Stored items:
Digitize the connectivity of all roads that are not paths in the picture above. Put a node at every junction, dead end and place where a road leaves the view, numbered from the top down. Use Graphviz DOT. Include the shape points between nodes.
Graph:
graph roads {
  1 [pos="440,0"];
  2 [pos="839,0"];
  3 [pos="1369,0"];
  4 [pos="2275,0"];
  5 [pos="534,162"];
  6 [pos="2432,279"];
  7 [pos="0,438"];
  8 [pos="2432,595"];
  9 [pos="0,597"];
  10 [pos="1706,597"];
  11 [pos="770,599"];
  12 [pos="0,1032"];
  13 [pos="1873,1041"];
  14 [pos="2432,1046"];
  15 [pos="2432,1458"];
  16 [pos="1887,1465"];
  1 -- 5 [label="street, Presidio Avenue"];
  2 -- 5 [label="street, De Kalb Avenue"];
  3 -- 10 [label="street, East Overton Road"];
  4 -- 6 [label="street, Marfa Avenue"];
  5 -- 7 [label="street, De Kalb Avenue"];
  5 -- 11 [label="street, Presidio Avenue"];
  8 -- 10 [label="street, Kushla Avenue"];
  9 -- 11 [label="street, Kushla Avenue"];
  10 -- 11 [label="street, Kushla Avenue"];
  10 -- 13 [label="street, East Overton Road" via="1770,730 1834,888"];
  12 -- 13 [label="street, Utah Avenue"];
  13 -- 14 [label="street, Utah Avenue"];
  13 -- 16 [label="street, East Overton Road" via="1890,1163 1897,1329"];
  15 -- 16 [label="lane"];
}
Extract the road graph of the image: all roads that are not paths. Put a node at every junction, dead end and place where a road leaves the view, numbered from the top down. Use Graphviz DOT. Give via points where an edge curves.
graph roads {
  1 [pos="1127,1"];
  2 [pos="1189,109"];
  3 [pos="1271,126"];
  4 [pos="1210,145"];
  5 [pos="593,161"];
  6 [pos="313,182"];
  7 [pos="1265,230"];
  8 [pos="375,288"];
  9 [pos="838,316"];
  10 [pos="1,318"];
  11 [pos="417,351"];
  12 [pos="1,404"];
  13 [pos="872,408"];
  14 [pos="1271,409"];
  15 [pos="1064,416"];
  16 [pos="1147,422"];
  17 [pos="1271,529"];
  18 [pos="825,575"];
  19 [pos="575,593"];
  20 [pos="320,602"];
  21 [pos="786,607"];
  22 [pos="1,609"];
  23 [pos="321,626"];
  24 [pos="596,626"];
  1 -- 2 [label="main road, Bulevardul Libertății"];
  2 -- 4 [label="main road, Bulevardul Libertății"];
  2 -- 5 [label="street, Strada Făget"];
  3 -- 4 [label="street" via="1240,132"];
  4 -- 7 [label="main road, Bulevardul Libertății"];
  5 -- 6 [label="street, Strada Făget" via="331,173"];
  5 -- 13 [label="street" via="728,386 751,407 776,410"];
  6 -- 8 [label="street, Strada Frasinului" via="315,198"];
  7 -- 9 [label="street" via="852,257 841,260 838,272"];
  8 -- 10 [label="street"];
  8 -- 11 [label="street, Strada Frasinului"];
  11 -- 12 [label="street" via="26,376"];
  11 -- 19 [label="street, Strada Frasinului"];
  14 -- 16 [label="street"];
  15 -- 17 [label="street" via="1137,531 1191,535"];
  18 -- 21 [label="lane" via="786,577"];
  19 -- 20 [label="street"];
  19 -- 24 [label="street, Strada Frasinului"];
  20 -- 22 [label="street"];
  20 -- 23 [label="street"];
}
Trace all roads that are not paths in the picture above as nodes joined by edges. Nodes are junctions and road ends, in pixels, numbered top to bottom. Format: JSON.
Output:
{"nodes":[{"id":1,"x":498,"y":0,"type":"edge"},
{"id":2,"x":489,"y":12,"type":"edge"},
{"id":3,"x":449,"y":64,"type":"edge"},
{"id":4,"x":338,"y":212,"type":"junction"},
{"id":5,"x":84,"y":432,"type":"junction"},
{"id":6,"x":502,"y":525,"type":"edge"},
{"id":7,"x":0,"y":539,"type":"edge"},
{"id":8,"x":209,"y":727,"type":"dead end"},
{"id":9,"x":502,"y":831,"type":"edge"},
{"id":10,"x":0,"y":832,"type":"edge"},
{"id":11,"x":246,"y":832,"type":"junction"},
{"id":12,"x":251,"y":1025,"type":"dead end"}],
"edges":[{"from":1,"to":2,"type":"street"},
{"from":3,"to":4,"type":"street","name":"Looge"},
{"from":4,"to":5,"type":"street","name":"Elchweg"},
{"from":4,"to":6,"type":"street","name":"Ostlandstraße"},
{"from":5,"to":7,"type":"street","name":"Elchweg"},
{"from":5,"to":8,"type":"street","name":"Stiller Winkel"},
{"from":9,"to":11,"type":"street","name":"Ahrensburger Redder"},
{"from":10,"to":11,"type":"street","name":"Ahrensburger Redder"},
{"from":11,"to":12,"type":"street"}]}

What the exercise asks:
Exactly as they stand above, write out all the entries again.

Result:
Digitize the connectivity of all roads that are not paths in the picture above. Put a node at every junction, dead end and place where a road leaves the view, numbered from the top down. Use Graphviz DOT. Include the shape points between nodes.
Graph:
graph roads {
  1 [pos="440,0"];
  2 [pos="839,0"];
  3 [pos="1369,0"];
  4 [pos="2275,0"];
  5 [pos="534,162"];
  6 [pos="2432,279"];
  7 [pos="0,438"];
  8 [pos="2432,595"];
  9 [pos="0,597"];
  10 [pos="1706,597"];
  11 [pos="770,599"];
  12 [pos="0,1032"];
  13 [pos="1873,1041"];
  14 [pos="2432,1046"];
  15 [pos="2432,1458"];
  16 [pos="1887,1465"];
  1 -- 5 [label="street, Presidio Avenue"];
  2 -- 5 [label="street, De Kalb Avenue"];
  3 -- 10 [label="street, East Overton Road"];
  4 -- 6 [label="street, Marfa Avenue"];
  5 -- 7 [label="street, De Kalb Avenue"];
  5 -- 11 [label="street, Presidio Avenue"];
  8 -- 10 [label="street, Kushla Avenue"];
  9 -- 11 [label="street, Kushla Avenue"];
  10 -- 11 [label="street, Kushla Avenue"];
  10 -- 13 [label="street, East Overton Road" via="1770,730 1834,888"];
  12 -- 13 [label="street, Utah Avenue"];
  13 -- 14 [label="street, Utah Avenue"];
  13 -- 16 [label="street, East Overton Road" via="1890,1163 1897,1329"];
  15 -- 16 [label="lane"];
}
Extract the road graph of the image: all roads that are not paths. Put a node at every junction, dead end and place where a road leaves the view, numbered from the top down. Use Graphviz DOT. Give via points where an edge curves.
graph roads {
  1 [pos="1127,1"];
  2 [pos="1189,109"];
  3 [pos="1271,126"];
  4 [pos="1210,145"];
  5 [pos="593,161"];
  6 [pos="313,182"];
  7 [pos="1265,230"];
  8 [pos="375,288"];
  9 [pos="838,316"];
  10 [pos="1,318"];
  11 [pos="417,351"];
  12 [pos="1,404"];
  13 [pos="872,408"];
  14 [pos="1271,409"];
  15 [pos="1064,416"];
  16 [pos="1147,422"];
  17 [pos="1271,529"];
  18 [pos="825,575"];
  19 [pos="575,593"];
  20 [pos="320,602"];
  21 [pos="786,607"];
  22 [pos="1,609"];
  23 [pos="321,626"];
  24 [pos="596,626"];
  1 -- 2 [label="main road, Bulevardul Libertății"];
  2 -- 4 [label="main road, Bulevardul Libertății"];
  2 -- 5 [label="street, Strada Făget"];
  3 -- 4 [label="street" via="1240,132"];
  4 -- 7 [label="main road, Bulevardul Libertății"];
  5 -- 6 [label="street, Strada Făget" via="331,173"];
  5 -- 13 [label="street" via="728,386 751,407 776,410"];
  6 -- 8 [label="street, Strada Frasinului" via="315,198"];
  7 -- 9 [label="street" via="852,257 841,260 838,272"];
  8 -- 10 [label="street"];
  8 -- 11 [label="street, Strada Frasinului"];
  11 -- 12 [label="street" via="26,376"];
  11 -- 19 [label="street, Strada Frasinului"];
  14 -- 16 [label="street"];
  15 -- 17 [label="street" via="1137,531 1191,535"];
  18 -- 21 [label="lane" via="786,577"];
  19 -- 20 [label="street"];
  19 -- 24 [label="street, Strada Frasinului"];
  20 -- 22 [label="street"];
  20 -- 23 [label="street"];
}
Trace all roads that are not paths in the picture above as nodes joined by edges. Nodes are junctions and road ends, in pixels, numbered top to bottom. Format: JSON.
Output:
{"nodes":[{"id":1,"x":498,"y":0,"type":"edge"},
{"id":2,"x":489,"y":12,"type":"edge"},
{"id":3,"x":449,"y":64,"type":"edge"},
{"id":4,"x":338,"y":212,"type":"junction"},
{"id":5,"x":84,"y":432,"type":"junction"},
{"id":6,"x":502,"y":525,"type":"edge"},
{"id":7,"x":0,"y":539,"type":"edge"},
{"id":8,"x":209,"y":727,"type":"dead end"},
{"id":9,"x":502,"y":831,"type":"edge"},
{"id":10,"x":0,"y":832,"type":"edge"},
{"id":11,"x":246,"y":832,"type":"junction"},
{"id":12,"x":251,"y":1025,"type":"dead end"}],
"edges":[{"from":1,"to":2,"type":"street"},
{"from":3,"to":4,"type":"street","name":"Looge"},
{"from":4,"to":5,"type":"street","name":"Elchweg"},
{"from":4,"to":6,"type":"street","name":"Ostlandstraße"},
{"from":5,"to":7,"type":"street","name":"Elchweg"},
{"from":5,"to":8,"type":"street","name":"Stiller Winkel"},
{"from":9,"to":11,"type":"street","name":"Ahrensburger Redder"},
{"from":10,"to":11,"type":"street","name":"Ahrensburger Redder"},
{"from":11,"to":12,"type":"street"}]}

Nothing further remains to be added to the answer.